▶ [Data records]
-=-=-=-=-

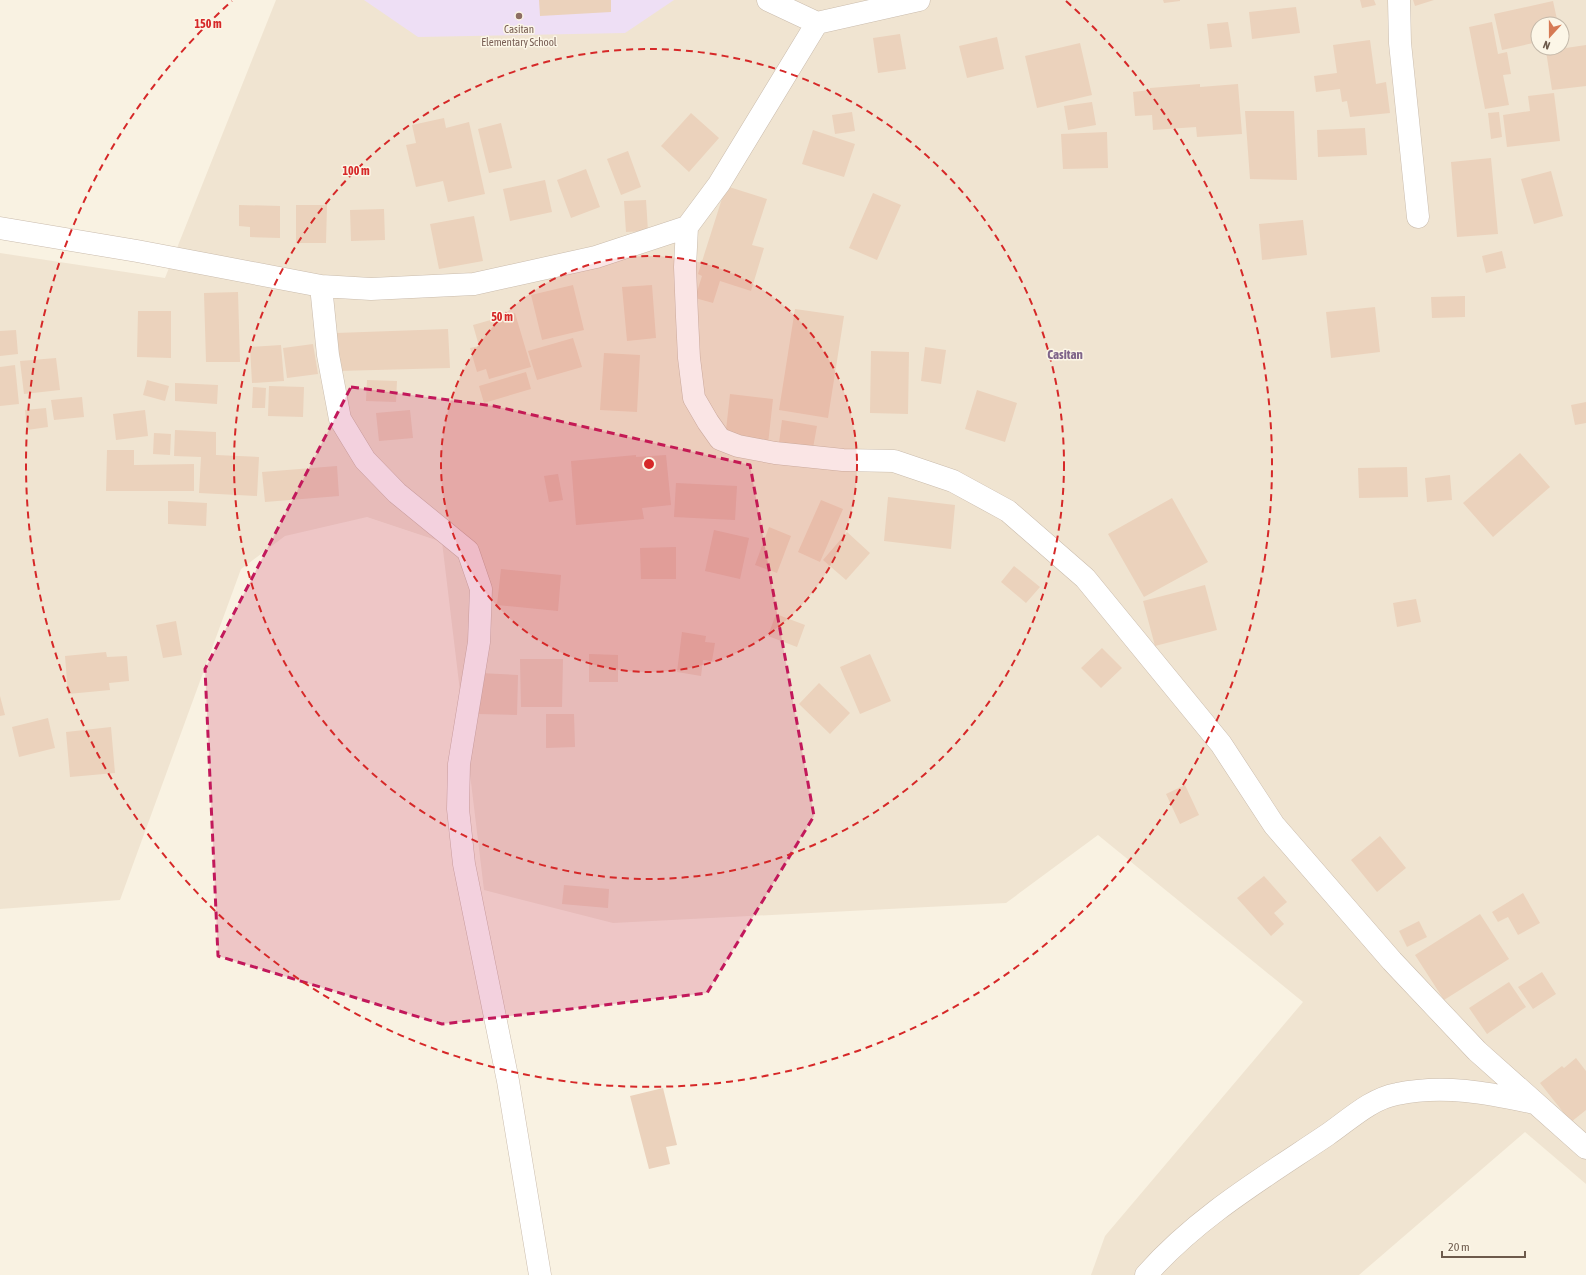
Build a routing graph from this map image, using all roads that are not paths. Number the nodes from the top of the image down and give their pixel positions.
1 (768, 0) edge
2 (919, 0) edge
3 (1399, 0) edge
4 (817, 23) junction
5 (1418, 217) dead end
6 (687, 227) junction
7 (0, 228) edge
8 (321, 286) junction
9 (1536, 1103) junction
10 (1586, 1148) edge
11 (540, 1275) edge
12 (1146, 1275) edge

1 - 4 street
2 - 4 street
3 - 5 street
4 - 6 street
6 - 8 street
6 - 9 street
7 - 8 street
8 - 11 street
9 - 10 street
9 - 12 street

-=-=-=-=-

▶ [Your objective] Restate the records above verbatim. Pictures stay out.

▶ [Output of the task]
Build a routing graph from this map image, using all roads that are not paths. Number the nodes from the top of the image down and give their pixel positions.
1 (768, 0) edge
2 (919, 0) edge
3 (1399, 0) edge
4 (817, 23) junction
5 (1418, 217) dead end
6 (687, 227) junction
7 (0, 228) edge
8 (321, 286) junction
9 (1536, 1103) junction
10 (1586, 1148) edge
11 (540, 1275) edge
12 (1146, 1275) edge

1 - 4 street
2 - 4 street
3 - 5 street
4 - 6 street
6 - 8 street
6 - 9 street
7 - 8 street
8 - 11 street
9 - 10 street
9 - 12 street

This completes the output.